明人はいつも仕事をしていて、たまに大きな仕事を終えた後にマルニの洋服を買うことを小さな喜びにしている。一言で説明するとそういうタイプの男だ。
 雪子は小さな出版社で事務のアルバイトをしている。主に料理関係の書籍を出版しているところだが、大手企業の傘下にあるため、出版業界における先行きの見えない不況の中でも珍しくせかせかしたところのない会社だった。その上、事務のアルバイトには基本的に残業がなく17時に退社できることになっている。たまに残業をすることもあり雪子は特にそれを嫌だとは思わなかったが、仕事に生活の中心を置くタイプではなかった。
 だいたいは17時に会社を出てバスに乗って住んでいる町に戻る。近所の商店街で買い物をし、家に帰って料理をして、本を読む。そういうリズムを雪子は好んでいた。帰りの遅い明人と夕食をともにすることはほとんどなかった。その代わり、一人で食事をする時も多めに作り、いつでも明人がつまめるようにと何品かの惣菜を冷蔵庫に常備している。そのことを明人は素直にありがたいと思っていたし、雪子はそうすることによって一人で食事する寂しさと上手くつきあっていた。

 明人はイベント会場や展覧会会場のデザインや施工を行う小さなスタジオを自宅近くで経営している。大学を中退してすぐに始めた仕事で、キャリアは既に10年以上。丁寧な仕事とセンスの良さに定評があり、今のところ仕事にあぶれたことはなかった。明人はこの仕事をとても気に入っていて、唯一の問題点は、時間がないということだけだった。

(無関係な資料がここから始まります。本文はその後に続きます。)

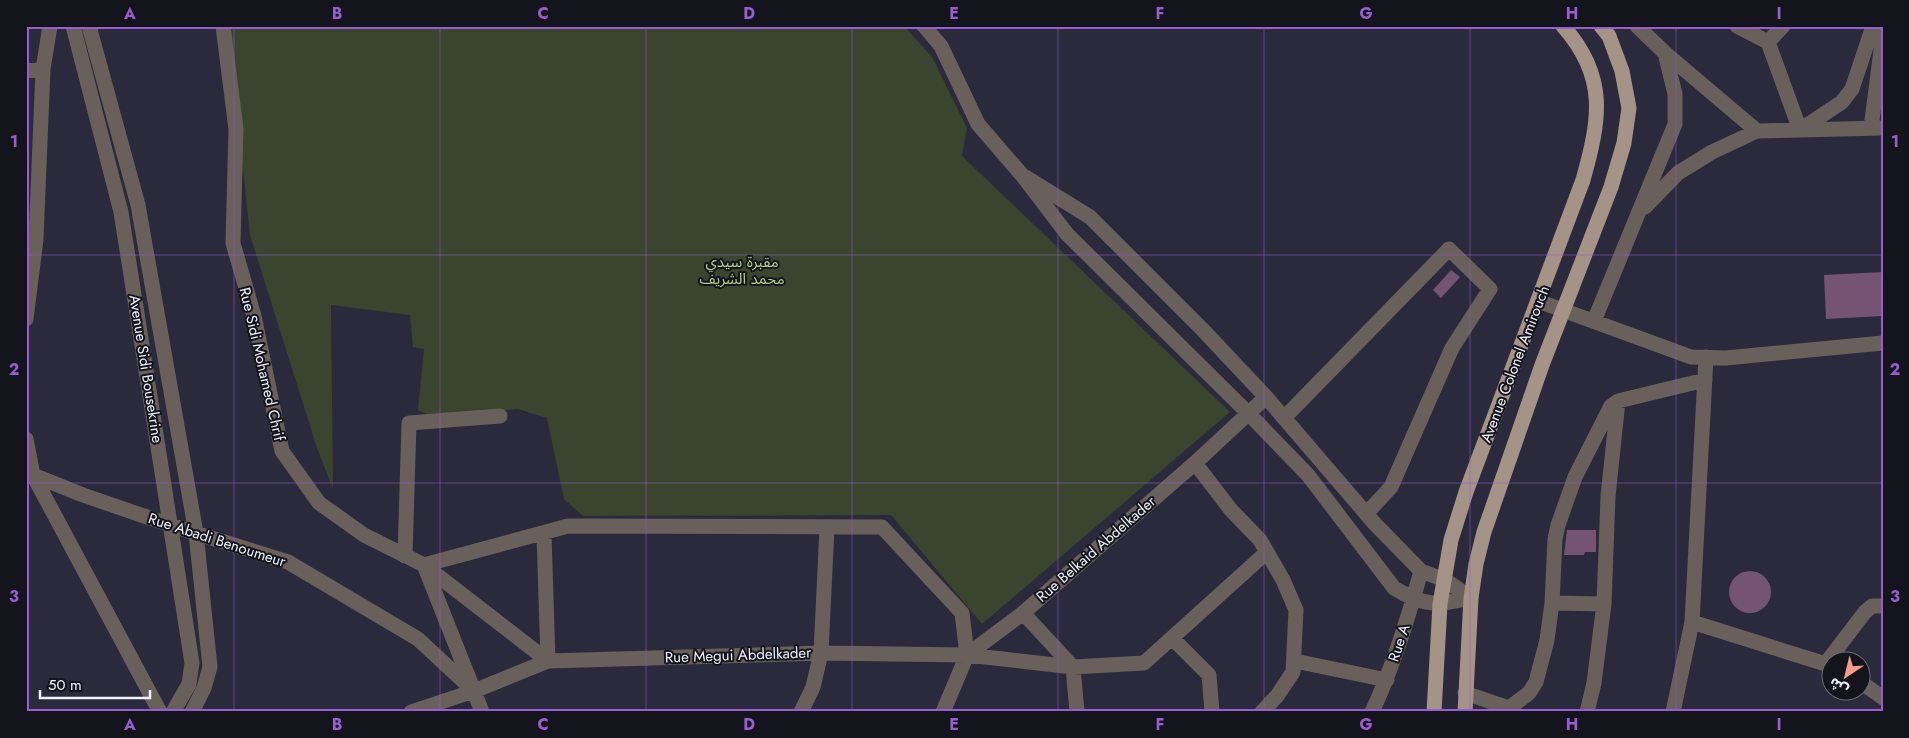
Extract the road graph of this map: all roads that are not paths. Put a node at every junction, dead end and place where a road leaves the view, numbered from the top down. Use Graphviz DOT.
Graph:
graph roads {
  1 [pos="50,26"];
  2 [pos="73,26"];
  3 [pos="89,26"];
  4 [pos="223,26"];
  5 [pos="924,26"];
  6 [pos="1562,26"];
  7 [pos="1601,26"];
  8 [pos="1637,26"];
  9 [pos="1738,26"];
  10 [pos="1783,26"];
  11 [pos="1873,26"];
  12 [pos="1883,34"];
  13 [pos="1768,42"];
  14 [pos="1665,53"];
  15 [pos="43,70"];
  16 [pos="26,71"];
  17 [pos="1877,128"];
  18 [pos="1757,130"];
  19 [pos="1800,130"];
  20 [pos="1022,175"];
  21 [pos="1637,215"];
  22 [pos="1538,301"];
  23 [pos="1564,310"];
  24 [pos="26,318"];
  25 [pos="1594,321"];
  26 [pos="1883,343"];
  27 [pos="1706,357"];
  28 [pos="1705,380"];
  29 [pos="1266,397"];
  30 [pos="1618,400"];
  31 [pos="1249,414"];
  32 [pos="500,416"];
  33 [pos="1284,418"];
  34 [pos="26,439"];
  35 [pos="1195,463"];
  36 [pos="29,472"];
  37 [pos="1366,514"];
  38 [pos="170,525"];
  39 [pos="827,526"];
  40 [pos="196,533"];
  41 [pos="544,534"];
  42 [pos="1267,552"];
  43 [pos="406,556"];
  44 [pos="424,565"];
  45 [pos="1421,571"];
  46 [pos="1444,580"];
  47 [pos="1472,598"];
  48 [pos="1413,600"];
  49 [pos="1552,603"];
  50 [pos="1440,604"];
  51 [pos="1604,604"];
  52 [pos="1883,606"];
  53 [pos="1023,613"];
  54 [pos="1692,622"];
  55 [pos="1172,638"];
  56 [pos="1839,650"];
  57 [pos="821,653"];
  58 [pos="967,656"];
  59 [pos="548,661"];
  60 [pos="1295,662"];
  61 [pos="1822,662"];
  62 [pos="1073,667"];
  63 [pos="1386,680"];
  64 [pos="474,690"];
  65 [pos="1872,690"];
  66 [pos="1465,693"];
  67 [pos="1883,698"];
  68 [pos="1511,710"];
  69 [pos="160,712"];
  70 [pos="173,712"];
  71 [pos="192,712"];
  72 [pos="411,712"];
  73 [pos="482,712"];
  74 [pos="801,712"];
  75 [pos="943,712"];
  76 [pos="1077,712"];
  77 [pos="1212,712"];
  78 [pos="1262,712"];
  79 [pos="1372,712"];
  80 [pos="1434,712"];
  81 [pos="1464,712"];
  82 [pos="1587,712"];
  83 [pos="1672,712"];
  1 -- 15 [label="street"];
  2 -- 38 [label="street, Avenue Sidi Bousekrine"];
  3 -- 40 [label="street, Avenue Sidi Bousekrine"];
  4 -- 43 [label="street, Rue Sidi Mohamed Chrif"];
  5 -- 20 [label="street"];
  6 -- 22 [label="main road, Avenue Colonel Amirouch"];
  7 -- 23 [label="main road, Avenue Colonel Amirouch"];
  8 -- 14 [label="street"];
  9 -- 13 [label="street"];
  10 -- 13 [label="street"];
  11 -- 19 [label="street"];
  12 -- 17 [label="street"];
  13 -- 19 [label="street"];
  14 -- 18 [label="street"];
  14 -- 21 [label="street"];
  15 -- 16 [label="street"];
  15 -- 24 [label="street"];
  17 -- 19 [label="street"];
  18 -- 19 [label="street"];
  18 -- 21 [label="street"];
  20 -- 29 [label="street"];
  20 -- 31 [label="street"];
  21 -- 25 [label="street"];
  22 -- 23 [label="street"];
  22 -- 46 [label="main road, Avenue Colonel Amirouch"];
  23 -- 25 [label="street"];
  23 -- 47 [label="main road, Avenue Colonel Amirouch"];
  25 -- 27 [label="street"];
  26 -- 27 [label="street"];
  27 -- 28 [label="street"];
  28 -- 30 [label="street"];
  28 -- 54 [label="street"];
  29 -- 31 [label="street, Rue Belkaid Abdelkader"];
  29 -- 33 [label="street"];
  30 -- 49 [label="street"];
  30 -- 51 [label="street"];
  31 -- 35 [label="street, Rue Belkaid Abdelkader"];
  31 -- 48 [label="street"];
  32 -- 43 [label="street"];
  33 -- 37 [label="street"];
  33 -- 37 [label="street"];
  34 -- 36 [label="street"];
  35 -- 42 [label="street"];
  35 -- 53 [label="street, Rue Belkaid Abdelkader"];
  36 -- 38 [label="street, Rue Abadi Benoumeur"];
  36 -- 69 [label="street"];
  37 -- 45 [label="street"];
  38 -- 40 [label="street, Rue Abadi Benoumeur"];
  38 -- 70 [label="street, Avenue Sidi Bousekrine"];
  39 -- 41 [label="street"];
  39 -- 57 [label="street"];
  39 -- 58 [label="street"];
  40 -- 64 [label="street, Rue Abadi Benoumeur"];
  40 -- 71 [label="street, Avenue Sidi Bousekrine"];
  41 -- 44 [label="street"];
  41 -- 59 [label="street"];
  42 -- 55 [label="street, Rue Megui Abdelkader"];
  42 -- 60 [label="street"];
  43 -- 44 [label="street, Rue Sidi Mohamed Chrif"];
  44 -- 59 [label="street, Rue Sidi Mohamed Chrif"];
  44 -- 64 [label="street"];
  45 -- 46 [label="street"];
  45 -- 48 [label="street, Rue A"];
  46 -- 47 [label="street"];
  46 -- 50 [label="main road, Avenue Colonel Amirouch"];
  47 -- 50 [label="street"];
  47 -- 66 [label="main road, Avenue Colonel Amirouch"];
  48 -- 50 [label="street"];
  48 -- 63 [label="street, Rue A"];
  49 -- 51 [label="street"];
  49 -- 68 [label="street"];
  50 -- 80 [label="main road, Avenue Colonel Amirouch"];
  51 -- 82 [label="street"];
  52 -- 56 [label="street"];
  53 -- 58 [label="street, Rue Belkaid Abdelkader"];
  53 -- 62 [label="street"];
  54 -- 61 [label="street"];
  54 -- 83 [label="street"];
  55 -- 62 [label="street, Rue Megui Abdelkader"];
  55 -- 77 [label="street"];
  57 -- 58 [label="street, Rue Megui Abdelkader"];
  57 -- 59 [label="street, Rue Megui Abdelkader"];
  57 -- 74 [label="street"];
  58 -- 62 [label="street, Rue Megui Abdelkader"];
  58 -- 75 [label="street, Rue Belkaid Abdelkader"];
  59 -- 64 [label="street, Rue Megui Abdelkader"];
  60 -- 63 [label="street"];
  60 -- 78 [label="street"];
  62 -- 76 [label="street"];
  63 -- 79 [label="street, Rue A"];
  64 -- 72 [label="street, Rue Megui Abdelkader"];
  64 -- 73 [label="street, Rue Abadi Benoumeur"];
  65 -- 67 [label="street"];
  66 -- 68 [label="street"];
  66 -- 81 [label="main road, Avenue Colonel Amirouch"];
}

 会場の施工作業は夜中か早朝にしかできない。午前から夜までは、取り組んでいる複数のプロジェクトのアイディア出しや設計、クライアントとの打ち合わせ、職人や工場への発注確認などを行い、深夜には現場に向かって最終的な作業に立ち合う。そこで朝日を浴びることも珍しくはなかった。様々な事が同時並行で行われ、その場の判断を求められ、作業においても人間関係においても、細やかな神経を必要とする仕事だった。
 明人にとって時間がないというのは、もっともっと仕事をしたいのに、という意味が込められる。
自分には仕事しかないという強迫観念が、明人にはあった。その気迫が周りの人を惹きつけてもいたし、実際、明人は色気のある男だった。顔のつくりは初対面で引き込まれるようなものではない。一重の小さな目と分厚い唇のアンバランスさ、身長187センチでラインの美しい身体、洋服のセンス、気負った雰囲気、そういったものすべてが色気となっているような男。